_Exercise prompt_. Below are records; copy every line in them that holds the word "KLIA".

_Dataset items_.
------------------------------------
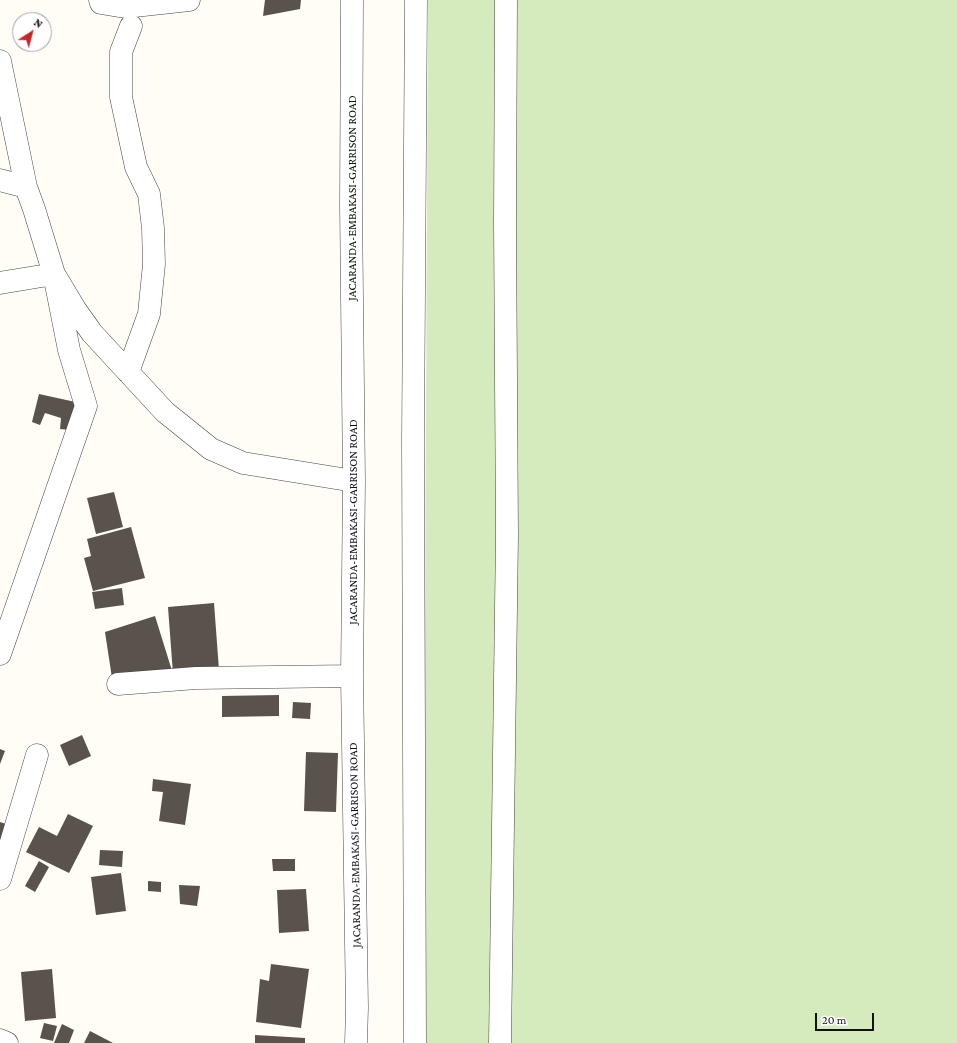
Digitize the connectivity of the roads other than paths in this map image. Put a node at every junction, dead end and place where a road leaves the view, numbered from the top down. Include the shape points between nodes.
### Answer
1 (100, 0) edge
2 (189, 0) edge
3 (352, 0) edge
4 (416, 0) edge
5 (506, 0) edge
6 (131, 26) dead end
7 (0, 61) edge
8 (0, 180) edge
9 (26, 187) junction
10 (54, 274) junction
11 (0, 283) edge
12 (128, 372) junction
13 (354, 481) junction
14 (0, 654) edge
15 (352, 676) junction
16 (118, 684) dead end
17 (37, 755) dead end
18 (0, 879) edge
19 (0, 1040) edge
20 (7, 1043) edge
21 (356, 1043) edge
22 (415, 1043) edge
23 (500, 1043) edge

1 - 2 street via 101,3 125,7
3 - 13 street, JACARANDA-EMBAKASI-GARRISON ROAD
4 - 22 street
5 - 23 street via 507,535
6 - 12 street via 121,52 122,97 136,168 149,194 154,264 149,314
7 - 9 street
8 - 9 street
9 - 10 street
10 - 11 street
10 - 12 street via 92,333
10 - 14 street via 69,350 86,406
12 - 13 street via 165,412 211,449 243,463
13 - 15 street, JACARANDA-EMBAKASI-GARRISON ROAD
15 - 16 street via 196,678
15 - 21 street, JACARANDA-EMBAKASI-GARRISON ROAD
17 - 18 street
19 - 20 street

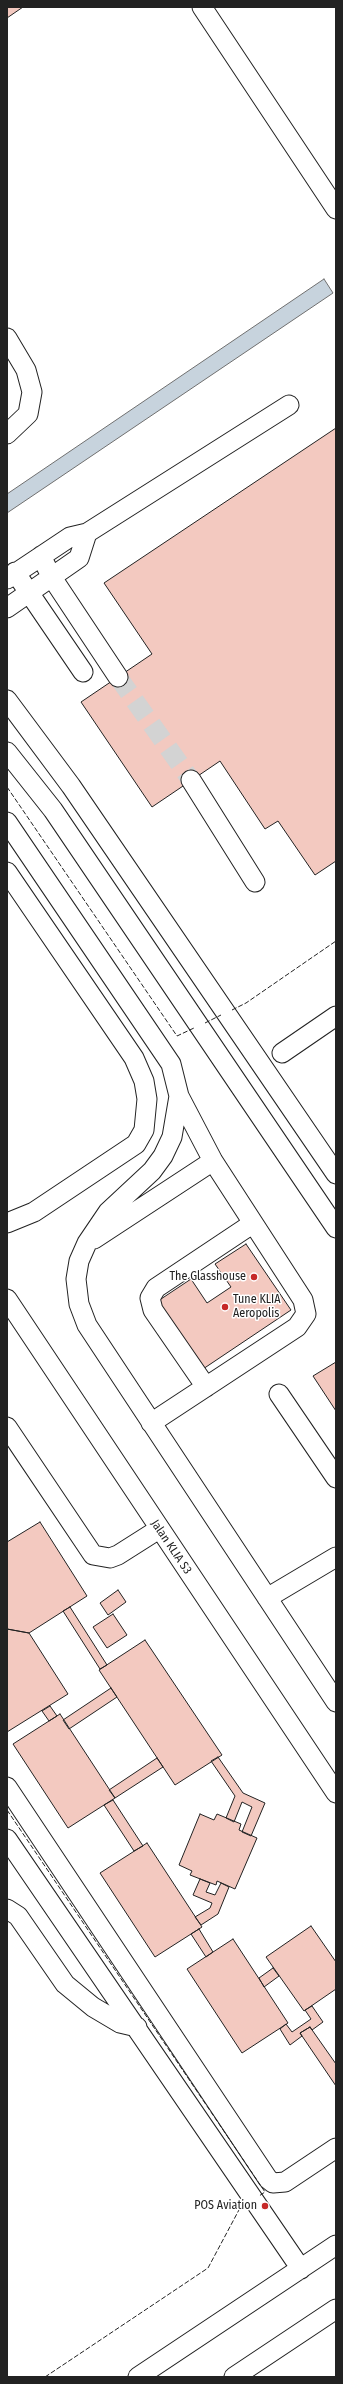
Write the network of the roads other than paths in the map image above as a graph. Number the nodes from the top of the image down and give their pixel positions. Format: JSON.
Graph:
{"nodes":[{"id":1,"x":202,"y":7,"type":"edge"},
{"id":2,"x":336,"y":208,"type":"edge"},
{"id":3,"x":7,"y":338,"type":"edge"},
{"id":4,"x":289,"y":405,"type":"dead end"},
{"id":5,"x":7,"y":434,"type":"edge"},
{"id":6,"x":88,"y":533,"type":"junction"},
{"id":7,"x":41,"y":556,"type":"junction"},
{"id":8,"x":11,"y":575,"type":"edge"},
{"id":9,"x":51,"y":576,"type":"junction"},
{"id":10,"x":27,"y":592,"type":"junction"},
{"id":11,"x":7,"y":608,"type":"edge"},
{"id":12,"x":83,"y":672,"type":"dead end"},
{"id":13,"x":118,"y":677,"type":"tunnel mouth"},
{"id":14,"x":7,"y":700,"type":"edge"},
{"id":15,"x":7,"y":752,"type":"edge"},
{"id":16,"x":191,"y":780,"type":"tunnel mouth"},
{"id":17,"x":7,"y":822,"type":"edge"},
{"id":18,"x":7,"y":872,"type":"edge"},
{"id":19,"x":255,"y":882,"type":"dead end"},
{"id":20,"x":336,"y":1016,"type":"edge"},
{"id":21,"x":282,"y":1053,"type":"dead end"},
{"id":22,"x":179,"y":1096,"type":"junction"},
{"id":23,"x":213,"y":1161,"type":"junction"},
{"id":24,"x":336,"y":1174,"type":"edge"},
{"id":25,"x":7,"y":1223,"type":"edge"},
{"id":26,"x":252,"y":1224,"type":"junction"},
{"id":27,"x":336,"y":1228,"type":"edge"},
{"id":28,"x":87,"y":1243,"type":"junction"},
{"id":29,"x":9,"y":1304,"type":"edge"},
{"id":30,"x":206,"y":1386,"type":"junction"},
{"id":31,"x":279,"y":1394,"type":"dead end"},
{"id":32,"x":150,"y":1423,"type":"junction"},
{"id":33,"x":7,"y":1427,"type":"edge"},
{"id":34,"x":336,"y":1478,"type":"edge"},
{"id":35,"x":159,"y":1529,"type":"junction"},
{"id":36,"x":336,"y":1556,"type":"edge"},
{"id":37,"x":267,"y":1598,"type":"junction"},
{"id":38,"x":336,"y":1702,"type":"edge"},
{"id":39,"x":7,"y":1787,"type":"edge"},
{"id":40,"x":336,"y":1793,"type":"edge"},
{"id":41,"x":7,"y":1839,"type":"edge"},
{"id":42,"x":7,"y":1909,"type":"edge"},
{"id":43,"x":137,"y":2027,"type":"junction"},
{"id":44,"x":336,"y":2148,"type":"edge"},
{"id":45,"x":336,"y":2245,"type":"edge"},
{"id":46,"x":301,"y":2269,"type":"junction"},
{"id":47,"x":336,"y":2309,"type":"edge"},
{"id":48,"x":138,"y":2377,"type":"edge"},
{"id":49,"x":234,"y":2377,"type":"edge"}],
"edges":[{"from":1,"to":2,"type":"street"},
{"from":3,"to":5,"type":"street"},
{"from":4,"to":6,"type":"street"},
{"from":6,"to":7,"type":"street"},
{"from":6,"to":9,"type":"street"},
{"from":7,"to":8,"type":"street"},
{"from":7,"to":9,"type":"street"},
{"from":8,"to":10,"type":"street"},
{"from":9,"to":10,"type":"street"},
{"from":9,"to":13,"type":"street"},
{"from":10,"to":11,"type":"street"},
{"from":10,"to":12,"type":"street"},
{"from":14,"to":24,"type":"street"},
{"from":15,"to":27,"type":"street"},
{"from":16,"to":19,"type":"street"},
{"from":17,"to":22,"type":"street"},
{"from":18,"to":25,"type":"street"},
{"from":20,"to":21,"type":"street"},
{"from":22,"to":23,"type":"street"},
{"from":22,"to":28,"type":"street"},
{"from":23,"to":26,"type":"street"},
{"from":23,"to":28,"type":"street"},
{"from":26,"to":30,"type":"street"},
{"from":26,"to":30,"type":"street"},
{"from":28,"to":32,"type":"street"},
{"from":29,"to":35,"type":"street","name":"Jalan KLIA S3"},
{"from":30,"to":32,"type":"street"},
{"from":31,"to":34,"type":"street"},
{"from":32,"to":37,"type":"street"},
{"from":33,"to":35,"type":"street"},
{"from":35,"to":40,"type":"street","name":"Jalan KLIA S3"},
{"from":36,"to":37,"type":"street"},
{"from":37,"to":38,"type":"street"},
{"from":39,"to":44,"type":"street"},
{"from":41,"to":43,"type":"street"},
{"from":42,"to":43,"type":"street"},
{"from":43,"to":46,"type":"street"},
{"from":45,"to":46,"type":"street"},
{"from":46,"to":48,"type":"street"},
{"from":47,"to":49,"type":"street"}]}
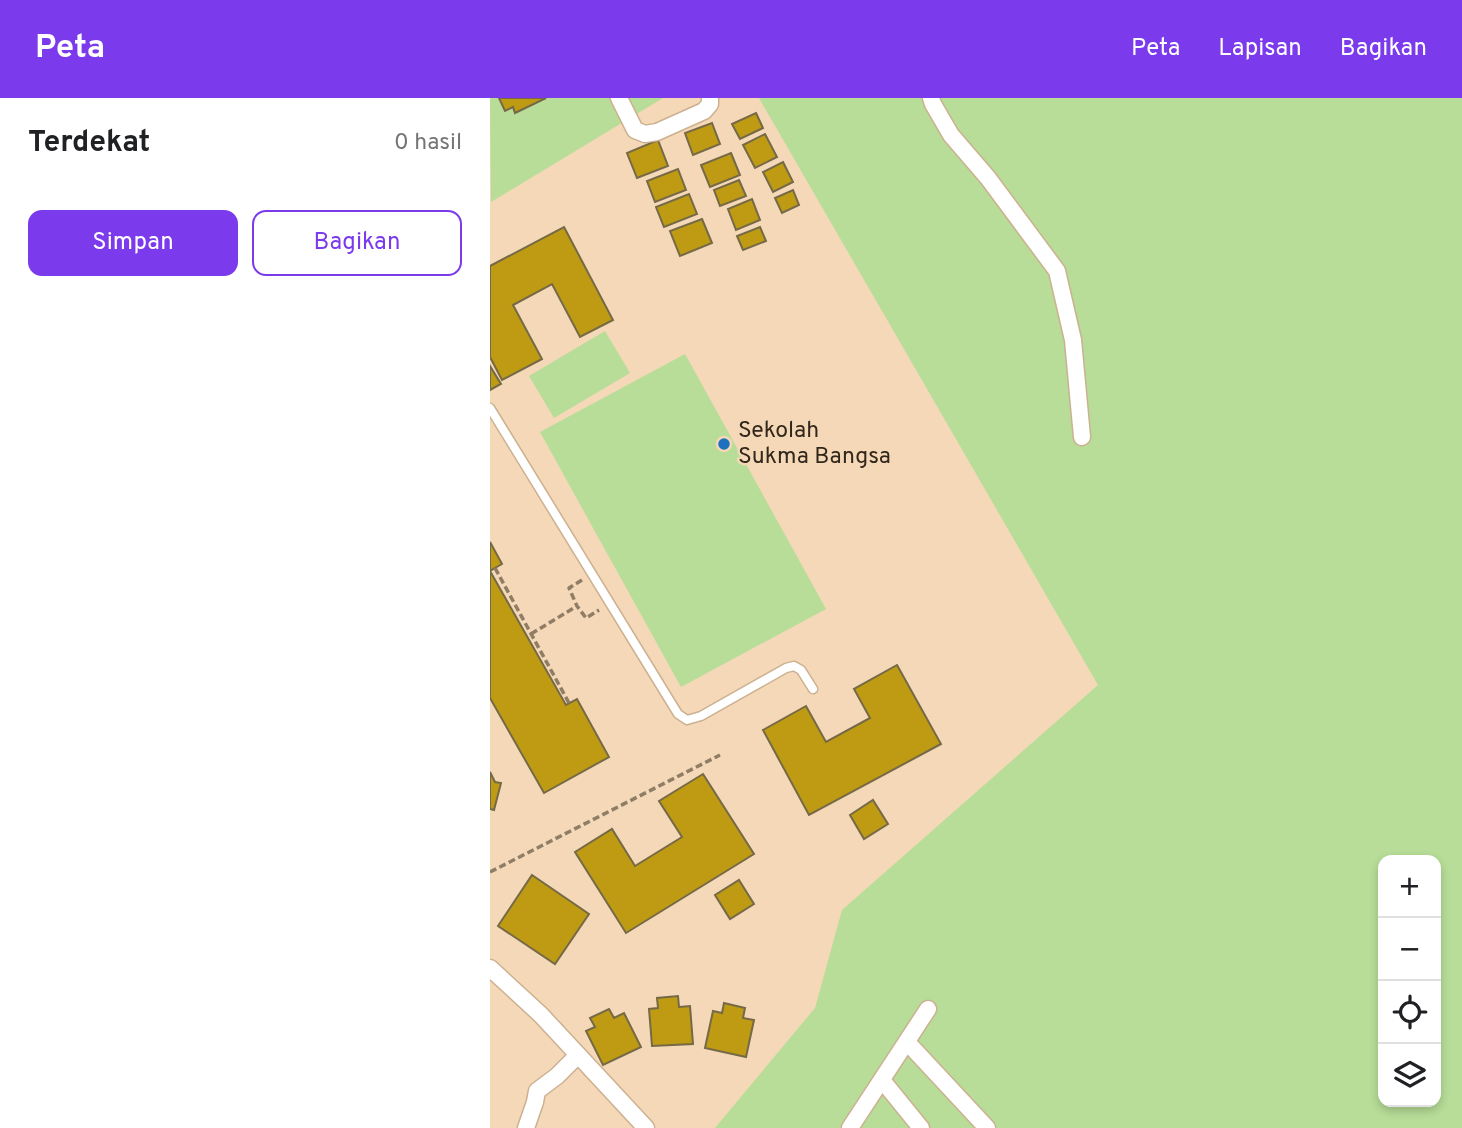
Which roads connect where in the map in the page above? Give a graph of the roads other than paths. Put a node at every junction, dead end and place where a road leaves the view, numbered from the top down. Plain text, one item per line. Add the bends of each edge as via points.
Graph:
1 (619, 98) edge
2 (710, 98) edge
3 (931, 98) edge
4 (490, 408) edge
5 (1082, 437) dead end
6 (813, 689) dead end
7 (490, 968) edge
8 (928, 1009) dead end
9 (906, 1042) junction
10 (578, 1055) junction
11 (882, 1080) junction
12 (526, 1128) edge
13 (646, 1128) edge
14 (850, 1128) edge
15 (921, 1128) edge
16 (987, 1128) edge

1 - 2 street via 635,130 645,134 704,111
3 - 5 street via 951,135 1057,271 1073,341
4 - 6 lane via 678,714 687,720 701,716 794,666
7 - 10 street
8 - 9 street
9 - 11 street
9 - 16 street
10 - 12 street via 537,1091
10 - 13 street
11 - 14 street
11 - 15 street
------------------------------------
_Exercise answer_.
{"from":29,"to":35,"type":"street","name":"Jalan KLIA S3"},
{"from":35,"to":40,"type":"street","name":"Jalan KLIA S3"},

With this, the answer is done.